Mortgage disclosures in plain language
For the past year, the Consumer Financial Protection Bureau, working with Kleimann Communications Group, has run extensive usability testing with consumers throughout the U.S. on the proposed new mortgage disclosure form. This form combines the original Truth in Lending disclosure and the Good Faith Estimate into a single three-page disclosure. Because purchasing a home is likely to be the most expensive and daunting purchase most of us will ever make, it’s critical that we receive clear, usable information that will allow us to compare rates from one lender to another and know exactly the fees we are paying. This new form will help us do that.
The following information appeared on the CFPB website and explains both the process and the results of this research.

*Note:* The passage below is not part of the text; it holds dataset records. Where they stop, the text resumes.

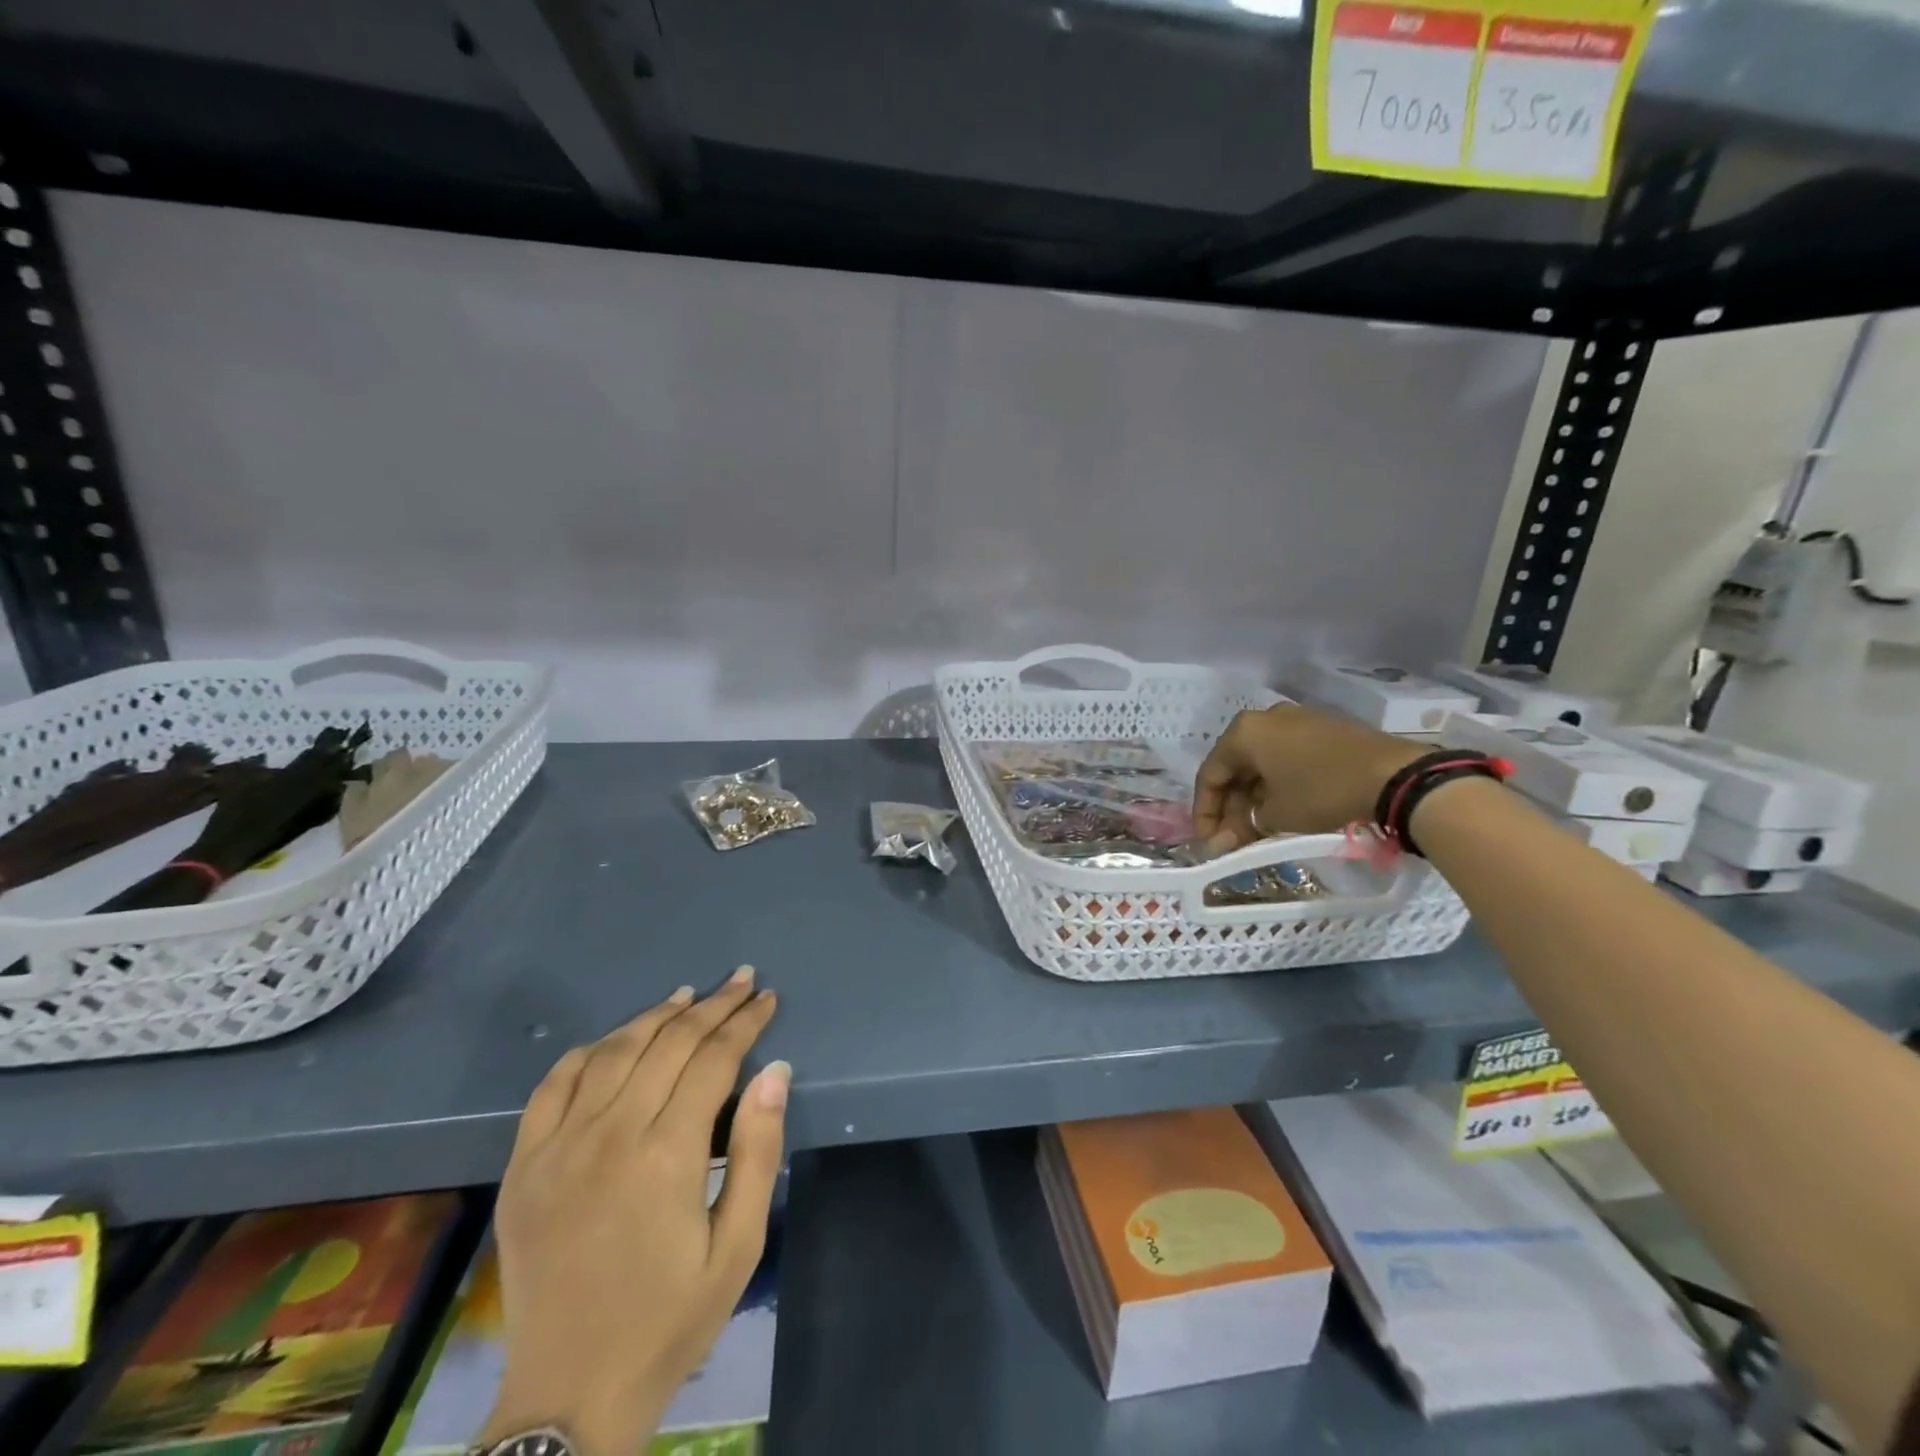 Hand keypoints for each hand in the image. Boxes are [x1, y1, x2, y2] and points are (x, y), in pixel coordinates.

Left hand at [480, 969, 787, 1455]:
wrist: (569, 1396)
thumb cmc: (670, 1319)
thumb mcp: (739, 1245)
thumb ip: (758, 1151)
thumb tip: (774, 1070)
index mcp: (667, 1155)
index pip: (714, 1059)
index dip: (744, 1022)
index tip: (766, 998)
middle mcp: (610, 1135)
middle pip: (668, 1043)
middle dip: (712, 1005)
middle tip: (740, 980)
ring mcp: (558, 1148)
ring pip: (613, 1051)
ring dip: (655, 1016)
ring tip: (688, 995)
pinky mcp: (523, 1166)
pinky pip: (553, 1085)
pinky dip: (588, 1051)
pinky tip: (614, 1039)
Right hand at [1193, 704, 1423, 850]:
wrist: (1396, 776)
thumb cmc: (1322, 792)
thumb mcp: (1276, 816)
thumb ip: (1242, 827)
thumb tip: (1220, 844)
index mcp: (1243, 732)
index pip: (1211, 775)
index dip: (1205, 813)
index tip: (1207, 842)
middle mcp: (1265, 718)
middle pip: (1235, 767)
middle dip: (1230, 806)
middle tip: (1231, 840)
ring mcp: (1297, 720)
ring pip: (1261, 762)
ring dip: (1253, 797)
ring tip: (1256, 829)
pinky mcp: (1323, 729)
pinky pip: (1286, 757)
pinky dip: (1277, 784)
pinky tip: (1282, 809)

The new disclosure – Compare our proposed disclosures to the existing ones.
How we did it – Review a timeline of the project, from the Dodd-Frank Act to today.
The proposed rule – See the full proposed rule, including a version of the first page of the Loan Estimate annotated with the relevant sections of the rule and commentary.

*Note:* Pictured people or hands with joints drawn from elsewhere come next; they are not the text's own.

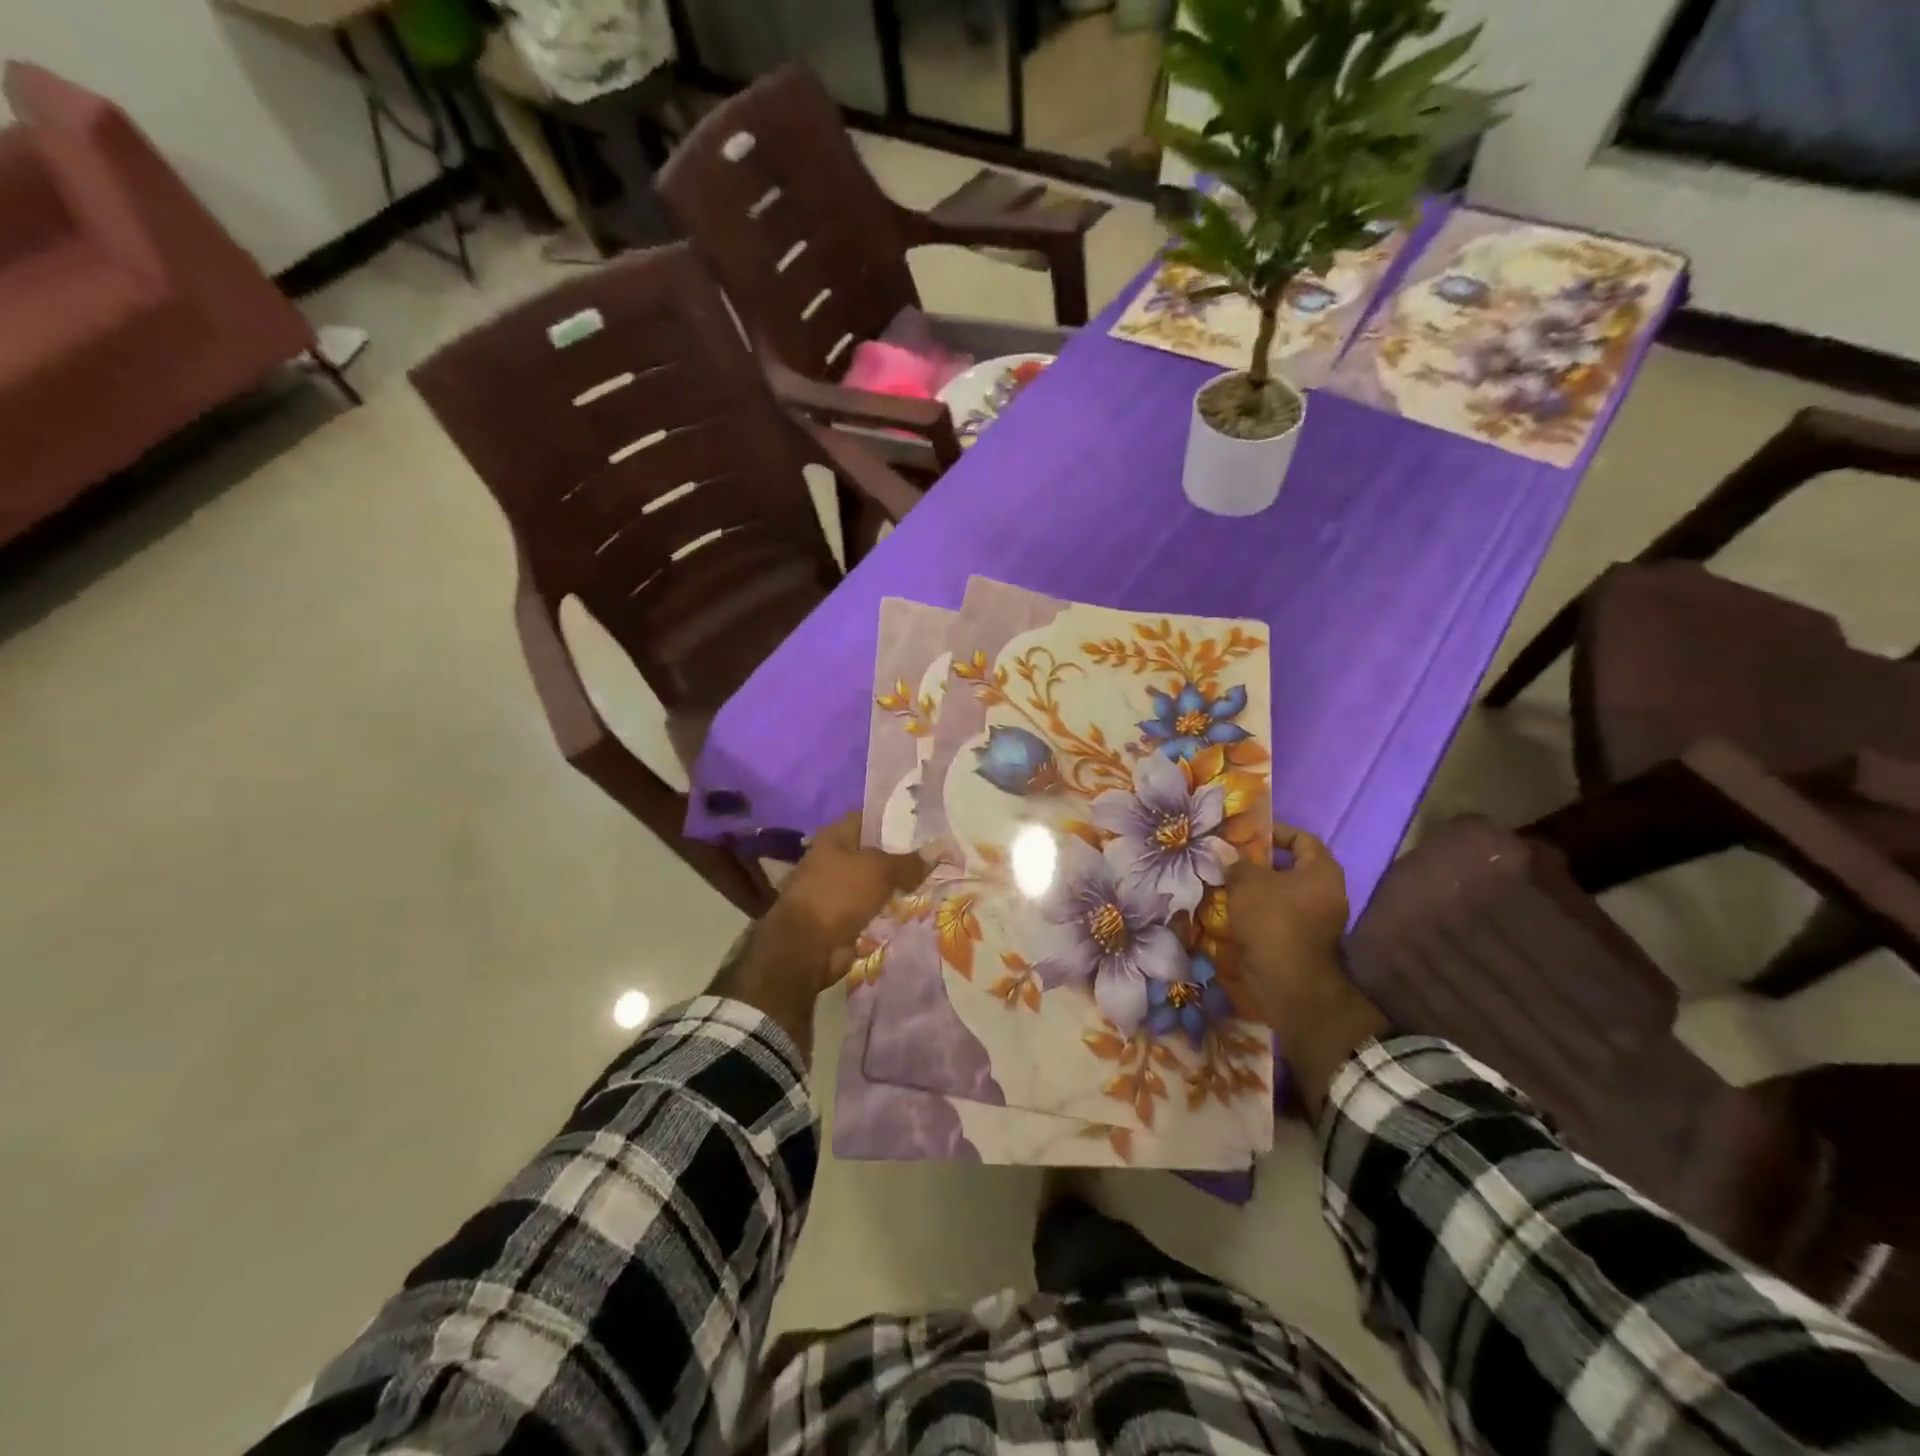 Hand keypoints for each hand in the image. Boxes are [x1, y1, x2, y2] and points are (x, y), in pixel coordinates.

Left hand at [760, 814, 927, 994]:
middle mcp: (835, 859)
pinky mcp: (845, 917)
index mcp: (836, 836)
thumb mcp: (879, 870)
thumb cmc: (839, 894)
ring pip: (878, 883)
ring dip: (900, 887)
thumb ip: (908, 862)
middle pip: (876, 853)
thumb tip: (937, 852)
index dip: (896, 819)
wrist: (808, 946)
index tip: (926, 824)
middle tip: (938, 856)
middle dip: (904, 856)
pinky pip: (875, 908)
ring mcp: (839, 890)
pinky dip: (892, 910)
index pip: (870, 818)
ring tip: (936, 882)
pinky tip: (918, 908)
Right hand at [1225, 825, 1350, 1008]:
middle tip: (1233, 859)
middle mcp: (1328, 892)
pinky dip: (1261, 911)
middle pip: (1294, 867)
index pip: (1303, 838)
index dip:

More resources – Proposal summaries, reports on what we heard in testing and the small business review panel, and more. The proposed rule and forms would have benefits for both consumers and industry:
Simpler than the old forms. Lenders can explain the terms more easily using fewer forms. Consumers, meanwhile, can understand and compare different mortgages more effectively, and compare their estimated and final terms and costs more easily, helping them make the right decisions for themselves and their families.
Highlight information consumers need. Interest rates, monthly payments, the loan amount, and closing costs are all right there on the first page. Also, the first page explains how the interest rates, payments, and loan amount might change over the life of the loan, including the highest they can go. The forms also offer more information about taxes, insurance, and other property costs so consumers can better understand the total cost.
Easier to look out for risks. The forms provide clear warnings about features some consumers may want to avoid, such as adjustable interest rates and payments, prepayment penalties, and loan balances that increase (negative amortization). The proposed rule also contains provisions to make estimates more reliable. And because the proposed rule requires lenders to keep electronic copies of the forms they give to consumers, industry and regulators will be able to address compliance questions more easily.
More time to consider choices. The lender or broker must give the estimate within three business days of applying, and they must receive the closing disclosure at least three business days before closing.
The CFPB has, from their inception, been an advocate for consumers. Check out the new forms and the process. You also can see a side-by-side comparison of the new forms and the old ones, a visual timeline, and what they learned from testing and consumer/industry comments.
We will remind you to comment on the new rule when it’s time. Meanwhile, take a look at the new form and the report. It’s a tribute to the power of usability testing, document design, plain language, and a true focus on consumer needs.